▶

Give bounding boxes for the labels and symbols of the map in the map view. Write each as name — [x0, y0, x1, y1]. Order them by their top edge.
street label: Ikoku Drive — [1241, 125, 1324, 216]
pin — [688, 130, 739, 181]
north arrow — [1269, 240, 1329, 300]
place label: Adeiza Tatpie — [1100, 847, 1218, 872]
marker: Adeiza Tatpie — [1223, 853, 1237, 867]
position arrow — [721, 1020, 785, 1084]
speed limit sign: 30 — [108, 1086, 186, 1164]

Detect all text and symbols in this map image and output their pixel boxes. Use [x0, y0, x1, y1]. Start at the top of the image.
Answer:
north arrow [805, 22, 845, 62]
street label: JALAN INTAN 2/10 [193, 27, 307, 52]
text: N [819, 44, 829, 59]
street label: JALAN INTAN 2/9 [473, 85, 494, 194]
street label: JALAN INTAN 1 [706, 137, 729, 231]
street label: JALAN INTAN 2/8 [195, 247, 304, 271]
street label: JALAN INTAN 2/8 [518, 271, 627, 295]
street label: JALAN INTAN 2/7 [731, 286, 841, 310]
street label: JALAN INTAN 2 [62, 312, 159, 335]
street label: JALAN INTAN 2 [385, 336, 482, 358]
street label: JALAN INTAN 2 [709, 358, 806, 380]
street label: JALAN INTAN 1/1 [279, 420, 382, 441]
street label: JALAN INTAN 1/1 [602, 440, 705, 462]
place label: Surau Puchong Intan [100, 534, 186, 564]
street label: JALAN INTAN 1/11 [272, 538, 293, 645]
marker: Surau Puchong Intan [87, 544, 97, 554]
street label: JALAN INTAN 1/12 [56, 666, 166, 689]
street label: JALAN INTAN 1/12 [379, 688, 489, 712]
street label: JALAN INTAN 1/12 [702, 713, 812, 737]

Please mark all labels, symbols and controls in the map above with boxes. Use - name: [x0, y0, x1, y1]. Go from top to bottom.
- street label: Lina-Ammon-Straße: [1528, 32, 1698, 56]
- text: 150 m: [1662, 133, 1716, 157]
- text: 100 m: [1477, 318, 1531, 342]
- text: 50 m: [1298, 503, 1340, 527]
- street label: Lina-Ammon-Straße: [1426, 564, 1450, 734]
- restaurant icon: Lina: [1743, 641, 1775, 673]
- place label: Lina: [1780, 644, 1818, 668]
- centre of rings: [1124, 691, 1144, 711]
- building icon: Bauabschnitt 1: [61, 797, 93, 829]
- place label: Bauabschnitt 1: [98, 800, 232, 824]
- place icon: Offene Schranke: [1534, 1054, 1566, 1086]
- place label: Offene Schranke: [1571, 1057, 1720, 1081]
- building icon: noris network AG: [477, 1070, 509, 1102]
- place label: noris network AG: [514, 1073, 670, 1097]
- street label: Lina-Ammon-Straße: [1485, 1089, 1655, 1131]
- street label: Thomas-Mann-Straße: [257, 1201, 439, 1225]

◀

Work instructions: Transcribe all of the material above so that it matches the source exactly.

Task output:
Give bounding boxes for the labels and symbols of the map in the map view. Write each as name — [x0, y0, x1, y1]. Order them by their top edge.
street label: Ikoku Drive — [1241, 125, 1324, 216]
pin — [688, 130, 739, 181]
north arrow — [1269, 240, 1329, 300]
place label: Adeiza Tatpie — [1100, 847, 1218, 872]
marker: Adeiza Tatpie — [1223, 853, 1237, 867]
position arrow — [721, 1020, 785, 1084]
speed limit sign: 30 — [108, 1086, 186, 1164]

Detect all text and symbols in this map image and output their pixel boxes. Use [x0, y0, x1, y1]. Start at the top of the image.
Answer:
north arrow [805, 22, 845, 62]
street label: JALAN INTAN 2/10 [193, 27, 307, 52]
text: N [819, 44, 829, 59]
street label: JALAN INTAN 2/9 [473, 85, 494, 194]
street label: JALAN INTAN 1 [706, 137, 729, 231]
street label: JALAN INTAN 2/8 [195, 247, 304, 271]
street label: JALAN INTAN 2/8 [518, 271, 627, 295]
street label: JALAN INTAN 2/7 [731, 286, 841, 310]
street label: JALAN INTAN 2 [62, 312, 159, 335]
street label: JALAN INTAN 2 [385, 336, 482, 358]
street label: JALAN INTAN 2 [709, 358, 806, 380]
street label: JALAN INTAN 1/1 [279, 420, 382, 441]
street label: JALAN INTAN 1/1 [602, 440, 705, 462]
place label: Surau Puchong Intan [100, 534, 186, 564]
street label: JALAN INTAN 1/11 [272, 538, 293, 645]
marker: Surau Puchong Intan [87, 544, 97, 554]
street label: JALAN INTAN 1/12 [56, 666, 166, 689]
street label: JALAN INTAN 1/12 [379, 688, 489, 712]
street label: JALAN INTAN 1/12 [702, 713, 812, 737]

Please mark all labels, symbols and controls in the map above with boxes. Use - name: [x0, y0, x1, y1]. Go from top to bottom.
- street label: Lina-Ammon-Straße: [1528, 32, 1698, 56]
- text: 150 m: [1662, 133, 1716, 157]
- text: 100 m: [1477, 318, 1531, 342]
- text: 50 m: [1298, 503, 1340, 527]
- street label: Lina-Ammon-Straße: [1426, 564, 1450, 734]
- restaurant icon: Lina: [1743, 641, 1775, 673]
- place label: Lina: [1780, 644, 1818, 668]
- centre of rings: [1124, 691, 1144, 711]
- building icon: Bauabschnitt 1: [61, 797, 93, 829]
- place label: Bauabschnitt 1: [98, 800, 232, 824]
- place icon: Offene Schranke: [1534, 1054, 1566, 1086]
- place label: Offene Schranke: [1571, 1057, 1720, 1081]
- building icon: noris network AG: [477, 1070, 509, 1102]
- place label: noris network AG: [514, 1073, 670, 1097]
- street label: Lina-Ammon-Straße: [1485, 1089, 1655, 1131]
- street label: Thomas-Mann-Straße: [257, 1201, 439, 1225]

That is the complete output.